Other manufacturers in the top ranks are US-American First Solar, Japanese Kyocera and Chinese Risen Energy – the latter two with a higher Z-score than 6 months ago.

Similar to our analysis in March this year, Yingli still ranks at the very bottom with a score of -1.69 (unfortunately further declined, from -1.18 in March 2016). Any company ranked below a score of 1.1 is in the Distress Zone, which means it’s likely to face bankruptcy within the next 2 years. Also companies China Sunergy, Suntech and Renesola are amongst the players at the bottom.


Altman Z-Score and limiting real world factors

In our first Altman Z-Score article we already outlined that while the Altman Z-Score is quite reliable to make proper judgements on the financial shape of a PV manufacturer, there are of course many more and local factors that can come into play in the wake or aftermath of a bankruptcy of a manufacturer.

Such factors can be strategic importance of a manufacturer, number of people employed, unique technologies or intellectual properties, shareholder interests and so on.
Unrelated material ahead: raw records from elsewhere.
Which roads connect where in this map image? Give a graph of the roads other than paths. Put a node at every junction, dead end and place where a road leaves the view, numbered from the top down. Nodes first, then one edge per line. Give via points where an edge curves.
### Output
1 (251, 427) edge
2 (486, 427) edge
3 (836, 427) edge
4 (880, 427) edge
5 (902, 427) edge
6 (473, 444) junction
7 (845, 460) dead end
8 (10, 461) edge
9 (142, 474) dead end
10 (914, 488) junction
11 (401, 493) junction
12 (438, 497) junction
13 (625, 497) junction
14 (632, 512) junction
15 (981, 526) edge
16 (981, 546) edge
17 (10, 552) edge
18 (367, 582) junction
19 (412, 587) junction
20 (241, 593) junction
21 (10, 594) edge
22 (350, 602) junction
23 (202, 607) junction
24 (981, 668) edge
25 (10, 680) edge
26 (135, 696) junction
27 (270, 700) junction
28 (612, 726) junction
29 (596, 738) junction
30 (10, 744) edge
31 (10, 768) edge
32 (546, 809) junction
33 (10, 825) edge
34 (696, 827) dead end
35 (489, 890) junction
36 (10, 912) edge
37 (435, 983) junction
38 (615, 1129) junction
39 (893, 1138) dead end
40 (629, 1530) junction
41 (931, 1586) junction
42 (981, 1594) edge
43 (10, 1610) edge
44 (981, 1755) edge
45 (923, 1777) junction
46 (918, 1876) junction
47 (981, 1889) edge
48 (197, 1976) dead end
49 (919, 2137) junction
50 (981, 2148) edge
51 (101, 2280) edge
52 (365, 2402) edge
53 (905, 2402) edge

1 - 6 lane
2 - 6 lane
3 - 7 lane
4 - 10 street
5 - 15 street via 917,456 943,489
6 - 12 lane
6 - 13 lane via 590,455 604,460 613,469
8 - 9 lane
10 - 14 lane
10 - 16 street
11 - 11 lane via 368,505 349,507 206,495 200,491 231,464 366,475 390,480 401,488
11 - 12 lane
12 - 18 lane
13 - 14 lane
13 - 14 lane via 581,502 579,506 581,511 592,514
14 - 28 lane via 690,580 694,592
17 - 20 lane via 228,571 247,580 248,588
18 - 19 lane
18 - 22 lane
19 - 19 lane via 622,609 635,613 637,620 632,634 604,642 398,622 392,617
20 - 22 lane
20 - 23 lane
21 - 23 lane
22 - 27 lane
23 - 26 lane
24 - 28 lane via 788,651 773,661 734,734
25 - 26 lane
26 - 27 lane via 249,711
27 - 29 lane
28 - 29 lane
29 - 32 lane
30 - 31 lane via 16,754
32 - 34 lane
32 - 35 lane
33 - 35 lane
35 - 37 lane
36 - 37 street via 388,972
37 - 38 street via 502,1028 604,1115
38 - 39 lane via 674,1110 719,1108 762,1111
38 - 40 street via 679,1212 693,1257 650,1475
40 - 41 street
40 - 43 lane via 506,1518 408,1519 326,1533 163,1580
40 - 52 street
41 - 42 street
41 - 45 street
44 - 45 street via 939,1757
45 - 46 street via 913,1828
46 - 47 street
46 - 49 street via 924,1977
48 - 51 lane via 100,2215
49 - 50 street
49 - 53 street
Exemplifying the case of China (but also of course applicable to other countries), companies with strategic importance to (local) governments, are likely to enjoy some degree of support when filing for bankcruptcy.

About the author
Dricus is Managing Director at Sinovoltaics Group. Sinovoltaics Group assists PV developers, EPCs, utilities, financiers and insurance companies worldwide with the execution of ZERO RISK SOLAR projects - implemented by our multinational team of solar PV-specialized quality engineers and auditors on-site in Asia. Dricus is based in Hong Kong and has been working in the PV industry in China for 10+ years. Connect with Dricus on LinkedIn



on 4 October 2016

Many solar modules are sold in SL with mis-intepreted warranties of 25 years which is wrong and the manufacturer them selves can go bankrupt less than 2 years ...


Ranjith Prem

on 7 October 2016

Great bench mark info in selecting a reliable manufacturer, This info has significant relevance on varying degrees of product warranties offered by plethora of PV manufacturers. This also arrived at a time I am focussing on Panasonis, Kyocera, REC, TINDO, Q-CELLS, etc. Of course SOLA WORLD a good product apprehensive being overly expensive. Welcome extending this info to other Tier-1 onwards manufacturers & post the publication ASAP. This includes Panasonic, & TINDO in particular at a time I am contemplating on few projects with reasonable product pricing & realistic product warranties. Regards


Sutaik Baik

on 7 October 2016

Very very interesting report


Avinoam Ben Dor

on 8 October 2016

Thank you for publishing this important information.


Craig Donohue

on 11 October 2016

What happened to REC ? they were on the top of the list in your last report.


Alban Thurston

on 26 October 2016

Last week the London Financial Times carried a story that Hanergy Thin Film is attempting - fancifully in many observers' opinions - to resurrect itself. That disgraced manufacturer remains off your scale, I presume?



on 27 October 2016

Hello Alban, glad to add Hanergy for our next quarter's report. It will be interesting to see where it stands. Thank you for your suggestion


Kausiek Banerjee

on 18 February 2017

you have succinctly discussed about the companies of china, us & so on. Kindly discuss about the Indian manufacturers.


Geof Moser

on 27 October 2016

Can you add TaleSun and or the top 10 Chinese Manufacturers by volume?


Greg M

on 1 December 2016

How come LG Solar is not on the list? --They are South Korean based mfr. and I believe very stable. Also I think this list is of limited use....Why only rate Asian mfrs? -We live in a global market place where things are manufactured and sold on a global basis. Further can you explain how you determined what company is financially stable? Also, how do you know the numbers are real and not "cooked" ... this is a particular problem with China companies. Some companies may not have the rigorous auditing of financials like those required of a company going public on American and European company... and even then some of those companies misled the public.



on 16 October 2017

Hi Dricus, Thanks. Any info available on Talesun?